→ **Brief**: Tell how many lines in the records contain the word "اللجنة"; the number alone is the answer.

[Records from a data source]
──────────────────────────────

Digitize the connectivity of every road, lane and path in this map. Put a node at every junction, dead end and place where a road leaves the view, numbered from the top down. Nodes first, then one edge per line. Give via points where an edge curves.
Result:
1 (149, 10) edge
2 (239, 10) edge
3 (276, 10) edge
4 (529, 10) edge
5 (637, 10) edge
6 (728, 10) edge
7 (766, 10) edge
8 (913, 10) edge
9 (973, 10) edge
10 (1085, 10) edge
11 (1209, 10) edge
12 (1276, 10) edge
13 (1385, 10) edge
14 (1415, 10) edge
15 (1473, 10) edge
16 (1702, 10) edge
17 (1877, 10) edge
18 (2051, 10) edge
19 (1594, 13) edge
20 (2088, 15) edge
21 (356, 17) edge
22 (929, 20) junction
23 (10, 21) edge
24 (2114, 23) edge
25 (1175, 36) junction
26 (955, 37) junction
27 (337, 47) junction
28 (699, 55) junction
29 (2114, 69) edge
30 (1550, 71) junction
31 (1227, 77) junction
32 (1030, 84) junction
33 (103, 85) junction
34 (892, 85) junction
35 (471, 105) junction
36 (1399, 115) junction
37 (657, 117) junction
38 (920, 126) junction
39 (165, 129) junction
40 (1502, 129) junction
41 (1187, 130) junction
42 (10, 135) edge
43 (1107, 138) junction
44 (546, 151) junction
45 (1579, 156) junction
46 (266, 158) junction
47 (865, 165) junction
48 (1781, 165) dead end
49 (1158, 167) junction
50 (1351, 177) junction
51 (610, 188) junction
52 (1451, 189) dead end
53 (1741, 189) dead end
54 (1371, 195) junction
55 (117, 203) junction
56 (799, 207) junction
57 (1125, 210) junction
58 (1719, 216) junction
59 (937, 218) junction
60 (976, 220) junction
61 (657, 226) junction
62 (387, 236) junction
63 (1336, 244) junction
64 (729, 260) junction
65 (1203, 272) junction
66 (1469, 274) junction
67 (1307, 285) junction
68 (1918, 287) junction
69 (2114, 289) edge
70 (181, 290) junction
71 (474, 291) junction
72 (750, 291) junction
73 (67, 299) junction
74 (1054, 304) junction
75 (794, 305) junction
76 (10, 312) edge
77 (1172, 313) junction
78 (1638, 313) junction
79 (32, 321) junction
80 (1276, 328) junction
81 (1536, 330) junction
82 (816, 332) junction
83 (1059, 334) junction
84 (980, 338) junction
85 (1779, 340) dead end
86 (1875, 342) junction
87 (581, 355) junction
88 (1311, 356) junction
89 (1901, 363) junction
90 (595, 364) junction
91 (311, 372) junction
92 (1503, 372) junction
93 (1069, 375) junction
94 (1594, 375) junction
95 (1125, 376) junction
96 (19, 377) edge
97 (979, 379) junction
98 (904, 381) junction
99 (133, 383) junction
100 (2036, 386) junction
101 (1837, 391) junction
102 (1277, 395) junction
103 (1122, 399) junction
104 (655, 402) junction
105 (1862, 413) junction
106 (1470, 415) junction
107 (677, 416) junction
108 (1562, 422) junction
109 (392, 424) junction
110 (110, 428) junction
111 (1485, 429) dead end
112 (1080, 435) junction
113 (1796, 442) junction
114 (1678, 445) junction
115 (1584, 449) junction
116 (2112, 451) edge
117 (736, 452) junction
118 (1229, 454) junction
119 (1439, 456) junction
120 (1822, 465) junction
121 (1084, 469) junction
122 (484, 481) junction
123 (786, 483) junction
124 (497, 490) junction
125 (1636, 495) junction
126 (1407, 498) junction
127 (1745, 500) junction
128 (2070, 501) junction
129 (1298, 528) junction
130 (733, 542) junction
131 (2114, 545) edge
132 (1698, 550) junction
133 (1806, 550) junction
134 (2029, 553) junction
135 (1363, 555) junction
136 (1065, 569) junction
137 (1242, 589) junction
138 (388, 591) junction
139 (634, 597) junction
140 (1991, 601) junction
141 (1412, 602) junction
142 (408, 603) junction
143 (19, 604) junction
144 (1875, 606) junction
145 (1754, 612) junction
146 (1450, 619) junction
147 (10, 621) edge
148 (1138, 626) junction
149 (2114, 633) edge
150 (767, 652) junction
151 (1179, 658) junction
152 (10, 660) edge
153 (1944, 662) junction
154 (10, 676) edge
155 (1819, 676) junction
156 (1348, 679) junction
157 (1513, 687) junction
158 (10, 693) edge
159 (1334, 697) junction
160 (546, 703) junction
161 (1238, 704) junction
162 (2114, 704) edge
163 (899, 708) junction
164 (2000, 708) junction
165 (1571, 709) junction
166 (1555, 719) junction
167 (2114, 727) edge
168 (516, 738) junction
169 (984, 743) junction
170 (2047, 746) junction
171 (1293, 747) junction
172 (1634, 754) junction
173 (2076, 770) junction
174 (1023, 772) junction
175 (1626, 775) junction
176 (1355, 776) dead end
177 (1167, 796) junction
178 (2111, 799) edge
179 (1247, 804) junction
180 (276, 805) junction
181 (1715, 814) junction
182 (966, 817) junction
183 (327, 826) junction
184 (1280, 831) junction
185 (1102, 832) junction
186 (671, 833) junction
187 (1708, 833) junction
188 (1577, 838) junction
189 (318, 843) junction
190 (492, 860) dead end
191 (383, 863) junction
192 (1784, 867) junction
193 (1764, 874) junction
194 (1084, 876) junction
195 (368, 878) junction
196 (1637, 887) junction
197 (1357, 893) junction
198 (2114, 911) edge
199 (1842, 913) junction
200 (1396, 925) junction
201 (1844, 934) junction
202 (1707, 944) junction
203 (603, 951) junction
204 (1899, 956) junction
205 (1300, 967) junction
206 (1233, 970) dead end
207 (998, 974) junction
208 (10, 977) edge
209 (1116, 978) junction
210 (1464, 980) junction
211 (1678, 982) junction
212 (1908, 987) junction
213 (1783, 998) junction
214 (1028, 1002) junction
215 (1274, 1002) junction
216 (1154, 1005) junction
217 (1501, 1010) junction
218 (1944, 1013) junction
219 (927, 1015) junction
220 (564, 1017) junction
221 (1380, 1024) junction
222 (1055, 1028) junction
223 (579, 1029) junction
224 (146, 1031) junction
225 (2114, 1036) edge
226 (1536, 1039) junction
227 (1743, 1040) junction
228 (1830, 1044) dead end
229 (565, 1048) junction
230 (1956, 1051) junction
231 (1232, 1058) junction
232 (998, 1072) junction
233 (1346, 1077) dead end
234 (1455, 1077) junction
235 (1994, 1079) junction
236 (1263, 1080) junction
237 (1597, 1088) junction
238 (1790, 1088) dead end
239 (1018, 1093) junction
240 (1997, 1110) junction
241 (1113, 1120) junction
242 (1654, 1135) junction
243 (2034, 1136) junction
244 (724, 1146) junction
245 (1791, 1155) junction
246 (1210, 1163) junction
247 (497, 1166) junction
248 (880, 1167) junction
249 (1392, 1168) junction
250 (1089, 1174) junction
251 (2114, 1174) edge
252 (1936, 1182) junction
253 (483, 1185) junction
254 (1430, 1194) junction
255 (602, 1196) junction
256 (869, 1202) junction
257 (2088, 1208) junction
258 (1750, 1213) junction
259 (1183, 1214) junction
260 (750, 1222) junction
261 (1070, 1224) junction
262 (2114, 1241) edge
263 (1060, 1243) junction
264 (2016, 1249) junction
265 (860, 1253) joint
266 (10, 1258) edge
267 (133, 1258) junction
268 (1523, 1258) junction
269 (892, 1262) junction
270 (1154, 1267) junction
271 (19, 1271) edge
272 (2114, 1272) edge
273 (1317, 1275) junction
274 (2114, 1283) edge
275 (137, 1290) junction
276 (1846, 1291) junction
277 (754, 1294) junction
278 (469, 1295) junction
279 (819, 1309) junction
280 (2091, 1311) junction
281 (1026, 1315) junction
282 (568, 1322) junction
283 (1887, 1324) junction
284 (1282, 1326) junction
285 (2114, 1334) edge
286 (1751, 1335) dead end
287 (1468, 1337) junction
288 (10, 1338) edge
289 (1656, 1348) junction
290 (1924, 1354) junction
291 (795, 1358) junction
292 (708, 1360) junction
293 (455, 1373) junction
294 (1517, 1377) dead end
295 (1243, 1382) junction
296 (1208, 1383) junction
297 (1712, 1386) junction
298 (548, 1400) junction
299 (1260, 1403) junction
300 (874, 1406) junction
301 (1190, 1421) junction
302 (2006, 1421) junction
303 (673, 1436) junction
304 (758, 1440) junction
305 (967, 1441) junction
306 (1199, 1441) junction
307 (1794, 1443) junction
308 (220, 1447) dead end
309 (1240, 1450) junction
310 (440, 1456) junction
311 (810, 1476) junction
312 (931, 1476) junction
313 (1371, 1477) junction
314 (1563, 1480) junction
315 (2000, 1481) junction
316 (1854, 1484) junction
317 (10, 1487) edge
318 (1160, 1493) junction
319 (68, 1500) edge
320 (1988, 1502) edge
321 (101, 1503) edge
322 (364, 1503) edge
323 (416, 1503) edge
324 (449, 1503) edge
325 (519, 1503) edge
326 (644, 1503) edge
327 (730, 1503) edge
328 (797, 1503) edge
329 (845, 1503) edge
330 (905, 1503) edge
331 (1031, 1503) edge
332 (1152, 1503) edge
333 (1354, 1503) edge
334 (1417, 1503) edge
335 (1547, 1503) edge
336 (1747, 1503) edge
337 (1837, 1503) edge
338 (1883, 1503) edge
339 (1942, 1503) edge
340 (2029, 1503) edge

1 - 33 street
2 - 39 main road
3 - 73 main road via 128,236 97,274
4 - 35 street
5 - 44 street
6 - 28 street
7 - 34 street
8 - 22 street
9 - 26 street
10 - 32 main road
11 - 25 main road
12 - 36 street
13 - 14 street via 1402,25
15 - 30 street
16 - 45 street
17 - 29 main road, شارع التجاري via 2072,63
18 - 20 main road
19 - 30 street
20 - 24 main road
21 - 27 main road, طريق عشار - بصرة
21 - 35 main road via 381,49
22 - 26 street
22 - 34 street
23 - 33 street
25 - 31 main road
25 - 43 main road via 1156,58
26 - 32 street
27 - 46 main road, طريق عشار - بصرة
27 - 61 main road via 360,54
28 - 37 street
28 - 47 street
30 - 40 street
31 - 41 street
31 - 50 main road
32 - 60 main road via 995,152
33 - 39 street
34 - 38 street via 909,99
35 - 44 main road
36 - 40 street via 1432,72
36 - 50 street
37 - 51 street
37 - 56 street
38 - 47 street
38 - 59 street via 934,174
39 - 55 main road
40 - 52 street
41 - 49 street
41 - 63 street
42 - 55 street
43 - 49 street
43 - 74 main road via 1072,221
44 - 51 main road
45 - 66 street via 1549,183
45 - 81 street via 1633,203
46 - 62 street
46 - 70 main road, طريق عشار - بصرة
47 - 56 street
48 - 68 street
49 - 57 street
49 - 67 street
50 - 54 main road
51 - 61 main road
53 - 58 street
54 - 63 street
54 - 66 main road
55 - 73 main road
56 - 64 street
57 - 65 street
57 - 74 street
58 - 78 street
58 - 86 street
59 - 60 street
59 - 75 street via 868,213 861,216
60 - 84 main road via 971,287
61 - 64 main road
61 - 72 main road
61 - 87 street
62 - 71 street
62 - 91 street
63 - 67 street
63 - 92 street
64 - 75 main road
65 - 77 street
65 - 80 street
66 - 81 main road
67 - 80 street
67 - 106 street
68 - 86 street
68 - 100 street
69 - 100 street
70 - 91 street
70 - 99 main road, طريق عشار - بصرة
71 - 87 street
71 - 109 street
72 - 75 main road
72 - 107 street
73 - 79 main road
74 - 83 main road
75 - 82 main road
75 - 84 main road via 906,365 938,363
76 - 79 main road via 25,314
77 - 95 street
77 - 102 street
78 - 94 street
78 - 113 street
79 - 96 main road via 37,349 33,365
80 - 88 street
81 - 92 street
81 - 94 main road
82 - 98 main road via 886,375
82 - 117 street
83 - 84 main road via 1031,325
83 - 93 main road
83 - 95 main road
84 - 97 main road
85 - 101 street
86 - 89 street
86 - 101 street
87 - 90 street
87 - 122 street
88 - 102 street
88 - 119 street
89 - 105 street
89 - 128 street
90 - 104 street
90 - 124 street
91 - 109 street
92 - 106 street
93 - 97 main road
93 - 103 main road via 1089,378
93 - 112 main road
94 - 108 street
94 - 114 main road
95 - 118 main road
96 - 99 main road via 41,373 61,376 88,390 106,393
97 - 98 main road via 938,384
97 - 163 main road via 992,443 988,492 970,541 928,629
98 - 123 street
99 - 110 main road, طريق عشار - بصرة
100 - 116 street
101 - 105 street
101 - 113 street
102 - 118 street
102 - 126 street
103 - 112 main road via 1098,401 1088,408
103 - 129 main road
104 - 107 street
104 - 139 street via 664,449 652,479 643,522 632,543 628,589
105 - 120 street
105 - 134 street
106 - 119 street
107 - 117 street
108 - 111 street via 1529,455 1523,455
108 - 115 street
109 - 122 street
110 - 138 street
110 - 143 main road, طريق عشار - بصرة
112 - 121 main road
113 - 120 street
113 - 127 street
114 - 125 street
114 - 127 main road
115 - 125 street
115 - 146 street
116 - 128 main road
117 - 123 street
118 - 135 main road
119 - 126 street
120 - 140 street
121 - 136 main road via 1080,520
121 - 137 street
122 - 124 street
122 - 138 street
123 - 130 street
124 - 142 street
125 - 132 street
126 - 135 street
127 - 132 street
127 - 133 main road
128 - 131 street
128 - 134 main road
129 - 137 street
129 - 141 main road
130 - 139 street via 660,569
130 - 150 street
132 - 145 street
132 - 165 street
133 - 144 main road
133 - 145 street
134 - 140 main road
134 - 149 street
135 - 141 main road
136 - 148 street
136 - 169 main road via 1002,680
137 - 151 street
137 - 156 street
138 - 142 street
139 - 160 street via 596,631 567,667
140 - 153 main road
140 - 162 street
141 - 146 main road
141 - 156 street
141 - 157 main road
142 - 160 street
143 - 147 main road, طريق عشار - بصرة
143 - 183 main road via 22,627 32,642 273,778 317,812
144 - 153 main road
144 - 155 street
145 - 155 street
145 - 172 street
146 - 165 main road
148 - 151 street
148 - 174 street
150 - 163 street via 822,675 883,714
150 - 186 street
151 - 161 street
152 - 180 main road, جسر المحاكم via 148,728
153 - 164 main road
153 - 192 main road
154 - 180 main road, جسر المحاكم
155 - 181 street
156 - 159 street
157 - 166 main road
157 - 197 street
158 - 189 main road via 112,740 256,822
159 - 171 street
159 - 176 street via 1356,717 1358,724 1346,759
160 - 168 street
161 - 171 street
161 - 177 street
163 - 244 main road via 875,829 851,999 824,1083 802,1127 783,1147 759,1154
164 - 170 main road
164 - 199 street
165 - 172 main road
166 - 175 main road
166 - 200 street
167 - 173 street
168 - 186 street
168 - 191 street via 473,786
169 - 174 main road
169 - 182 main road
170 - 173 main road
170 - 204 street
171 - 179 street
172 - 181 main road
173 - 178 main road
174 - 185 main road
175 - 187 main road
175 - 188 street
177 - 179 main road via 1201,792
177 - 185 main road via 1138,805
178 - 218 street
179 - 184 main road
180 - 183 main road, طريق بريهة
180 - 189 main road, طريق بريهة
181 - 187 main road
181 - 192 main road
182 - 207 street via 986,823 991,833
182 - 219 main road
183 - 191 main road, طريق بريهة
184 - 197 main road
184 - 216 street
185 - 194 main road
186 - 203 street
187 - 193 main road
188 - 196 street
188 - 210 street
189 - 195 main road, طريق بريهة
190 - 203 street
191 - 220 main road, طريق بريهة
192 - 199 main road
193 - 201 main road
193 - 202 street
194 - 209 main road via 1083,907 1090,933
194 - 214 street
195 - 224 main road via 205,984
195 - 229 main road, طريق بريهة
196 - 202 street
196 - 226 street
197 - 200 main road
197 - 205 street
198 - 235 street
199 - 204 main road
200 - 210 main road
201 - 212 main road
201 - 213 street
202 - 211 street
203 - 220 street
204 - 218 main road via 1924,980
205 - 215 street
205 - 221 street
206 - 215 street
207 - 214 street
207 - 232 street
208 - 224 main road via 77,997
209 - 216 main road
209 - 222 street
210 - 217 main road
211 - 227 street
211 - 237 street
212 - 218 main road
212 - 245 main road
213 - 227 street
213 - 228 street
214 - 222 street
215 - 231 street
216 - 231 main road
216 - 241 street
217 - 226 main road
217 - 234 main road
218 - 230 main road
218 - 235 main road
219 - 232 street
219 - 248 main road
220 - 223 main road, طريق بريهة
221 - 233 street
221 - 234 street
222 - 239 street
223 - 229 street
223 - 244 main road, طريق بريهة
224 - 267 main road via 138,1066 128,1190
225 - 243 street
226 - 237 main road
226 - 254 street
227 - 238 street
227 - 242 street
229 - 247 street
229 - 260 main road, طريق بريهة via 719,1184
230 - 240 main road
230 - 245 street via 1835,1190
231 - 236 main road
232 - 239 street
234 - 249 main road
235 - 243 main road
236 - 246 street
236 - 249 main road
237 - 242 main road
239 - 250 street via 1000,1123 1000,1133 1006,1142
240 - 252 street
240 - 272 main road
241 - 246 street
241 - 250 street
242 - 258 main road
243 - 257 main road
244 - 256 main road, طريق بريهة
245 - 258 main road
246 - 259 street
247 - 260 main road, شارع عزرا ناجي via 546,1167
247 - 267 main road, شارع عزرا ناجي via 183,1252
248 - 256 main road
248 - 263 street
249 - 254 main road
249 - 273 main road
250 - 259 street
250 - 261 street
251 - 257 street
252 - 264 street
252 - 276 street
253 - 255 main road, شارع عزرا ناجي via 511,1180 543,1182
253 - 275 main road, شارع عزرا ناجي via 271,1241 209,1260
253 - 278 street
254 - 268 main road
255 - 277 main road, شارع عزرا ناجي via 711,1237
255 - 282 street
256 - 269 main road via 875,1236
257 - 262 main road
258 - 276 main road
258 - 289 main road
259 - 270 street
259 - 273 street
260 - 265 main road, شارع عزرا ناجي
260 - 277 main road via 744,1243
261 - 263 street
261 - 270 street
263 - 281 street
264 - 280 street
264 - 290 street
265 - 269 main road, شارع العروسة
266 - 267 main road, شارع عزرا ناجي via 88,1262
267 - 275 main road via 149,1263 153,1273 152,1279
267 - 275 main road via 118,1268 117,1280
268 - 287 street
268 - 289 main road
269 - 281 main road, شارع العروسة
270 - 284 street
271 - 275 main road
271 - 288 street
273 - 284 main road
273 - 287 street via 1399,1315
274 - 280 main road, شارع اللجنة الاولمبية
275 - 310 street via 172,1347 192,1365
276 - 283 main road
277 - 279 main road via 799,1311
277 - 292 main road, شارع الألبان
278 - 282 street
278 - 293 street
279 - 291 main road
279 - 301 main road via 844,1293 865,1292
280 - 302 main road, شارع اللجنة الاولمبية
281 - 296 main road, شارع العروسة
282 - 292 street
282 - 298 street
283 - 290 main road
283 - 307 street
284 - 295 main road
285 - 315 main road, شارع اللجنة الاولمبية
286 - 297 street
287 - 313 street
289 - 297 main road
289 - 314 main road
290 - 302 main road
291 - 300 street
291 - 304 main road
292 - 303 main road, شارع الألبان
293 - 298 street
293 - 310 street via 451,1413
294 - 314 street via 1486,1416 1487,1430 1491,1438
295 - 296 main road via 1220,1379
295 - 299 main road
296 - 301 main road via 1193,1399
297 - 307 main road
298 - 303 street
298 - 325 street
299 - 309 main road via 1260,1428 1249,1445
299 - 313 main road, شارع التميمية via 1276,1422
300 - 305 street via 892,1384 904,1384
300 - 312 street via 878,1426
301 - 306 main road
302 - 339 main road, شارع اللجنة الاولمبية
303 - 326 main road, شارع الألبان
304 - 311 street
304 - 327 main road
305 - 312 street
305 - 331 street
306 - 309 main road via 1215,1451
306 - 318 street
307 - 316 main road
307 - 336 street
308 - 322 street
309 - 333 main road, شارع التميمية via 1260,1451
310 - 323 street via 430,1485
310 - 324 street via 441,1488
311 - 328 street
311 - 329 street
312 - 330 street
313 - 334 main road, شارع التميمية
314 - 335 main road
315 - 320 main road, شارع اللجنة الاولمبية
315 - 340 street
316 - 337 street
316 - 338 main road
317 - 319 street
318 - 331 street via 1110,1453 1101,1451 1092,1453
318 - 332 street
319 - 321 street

──────────────────────────────

→ **Result below**: 5